You can always count on Chinese director Lou Ye to propose a film with a complex meta narrative which blurs the boundary between fiction and reality, dreams, fantasies and facts (the way his celebrated “Suzhou River” did). “An Unfinished Film”, his latest, follows the same path, also tackling the kind of topical issues that have landed Ye in hot water with censorship in the past.
An Unfinished Film is screening at San Diego Asian Film Festival

The story starts simply enough: a film director wants to complete a gay romance movie he begun 10 years before but left unfinished. He manages to convince the cast and crew to reunite, and the shooting starts. Unfortunately, the time is January 2020, and the place is Wuhan, China. Soon, as the Covid 19 outbreak starts in earnest, the shooting is suspended and the hotel where the crew is staying is put under immediate lockdown.
The rest of the film follows the daily experiences of the crew as they must remain under strict quarantine in their separate rooms. They find themselves stranded far from their loved ones and even from each other, hoping the lockdown will only last a day or two. As the days and weeks stretch, their loneliness and despair become more and more palpable, but also the touching resilience human beings are capable of.
Check the interview with the director
Much of the story is filmed through point-of-view shots taken through smartphones, while other scenes are shot through a handheld camera. This can lead you to believe you are watching a documentary that was actually filmed there and then. Many of the film crew who worked on “An Unfinished Film” play themselves inside the fiction, while the main actor of the fictional film is played by the always excellent Qin Hao, a regular of Ye’s films (he played a character with the same name in “Spring Fever”, establishing a possible narrative connection between the two movies).
This helps blur any sense that this is in fact pure fiction.
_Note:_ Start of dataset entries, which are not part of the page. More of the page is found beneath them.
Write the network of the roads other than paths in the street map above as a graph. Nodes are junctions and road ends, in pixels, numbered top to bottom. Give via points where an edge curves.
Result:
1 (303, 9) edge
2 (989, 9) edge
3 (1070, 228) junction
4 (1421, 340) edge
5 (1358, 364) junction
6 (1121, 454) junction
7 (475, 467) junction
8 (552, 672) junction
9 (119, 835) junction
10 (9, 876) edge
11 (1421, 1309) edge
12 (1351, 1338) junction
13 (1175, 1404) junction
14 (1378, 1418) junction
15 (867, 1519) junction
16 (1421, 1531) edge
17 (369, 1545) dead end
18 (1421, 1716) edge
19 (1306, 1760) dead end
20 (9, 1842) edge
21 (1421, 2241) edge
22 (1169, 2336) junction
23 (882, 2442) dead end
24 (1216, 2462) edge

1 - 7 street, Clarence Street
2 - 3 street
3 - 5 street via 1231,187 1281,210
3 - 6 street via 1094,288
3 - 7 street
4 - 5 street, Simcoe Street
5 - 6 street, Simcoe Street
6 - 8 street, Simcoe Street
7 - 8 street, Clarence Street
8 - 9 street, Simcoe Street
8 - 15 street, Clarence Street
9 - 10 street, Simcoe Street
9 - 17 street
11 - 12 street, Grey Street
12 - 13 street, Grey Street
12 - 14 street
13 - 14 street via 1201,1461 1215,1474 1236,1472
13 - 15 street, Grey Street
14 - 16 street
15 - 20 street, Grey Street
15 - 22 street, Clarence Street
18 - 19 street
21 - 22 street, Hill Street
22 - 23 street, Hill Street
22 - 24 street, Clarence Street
Everything looks, sounds and above all feels real, in particular the raw emotions expressed by everyone in front of the camera, especially Hao. His wife is pregnant and he will miss his child’s birth, and you have to admire the way he manages to be so intense when interacting with a computer or smartphone screen.
What is wonderful about “An Unfinished Film” is how it uses technology to make us share these people’s points of view, relying to great effect on the smartphone screens that are everywhere in our daily lives. This is what many of us, to some extent, experienced during Covid after all, and few films have managed so well to convey what it was like to have one’s life and feelings filtered through and expressed by technology 24 hours a day.
This also creates a feeling of deep loneliness and longing for connection, establishing a possible theme in the way technology and social media can enable or prevent such connection. We are all trying to connect, with other people and in a way ourselves, and at this point you are reminded of the deeply personal film the director was trying to complete at the beginning. Perhaps the camera, whether the cinema or webcam type, can actually help us establish this type of connection, by allowing us to tell stories about ourselves and our personal experiences.
Gradually Lou Ye shifts its focus from the individual to the collective as he shows his characters cheerfully celebrating the Chinese New Year, in the virtual togetherness that became the norm during the Covid crisis. This is an exhilarating moment and a welcome relief from the sheer dread one feels at many points. Especially as real footage from the lockdown and videos from Douyin (the Chinese TikTok) are then shown on screen, blurring once more the border between fiction and reality and infusing the film with even more emotionality.
The movie can also feel very claustrophobic, and it could easily have turned into a thriller. This makes the sequence of a character finally being able to go out and film the eerily empty streets of Wuhan all the more stunning. You have to wonder how Ye managed to shoot this movie, and what in fact the consequences might be for him and his crew.
The lockdowns are a sensitive issue in China, and the authorities are not necessarily shown from the most favorable angle here (although there is nothing obviously subversive). In fact, one can wonder whether this is a return for Ye to his underground, politically engaged roots (Ye was banned from filmmaking for five years after making “Summer Palace”, which dealt with the Tiananmen protests and crackdown).
When they watch the 10-year-old footage early in the film, the crew explicitly mention censorship as an issue, since the would-be film openly deals with a gay relationship. This is a way of saying that what was possible in 2009 China no longer is today (although “Spring Fever” itself was shot illegally at the time).
In any case, this is a return to form for one of the most talented, and least celebrated, of Chinese filmmakers working today, often at his own risk. And there is nothing fictional about that.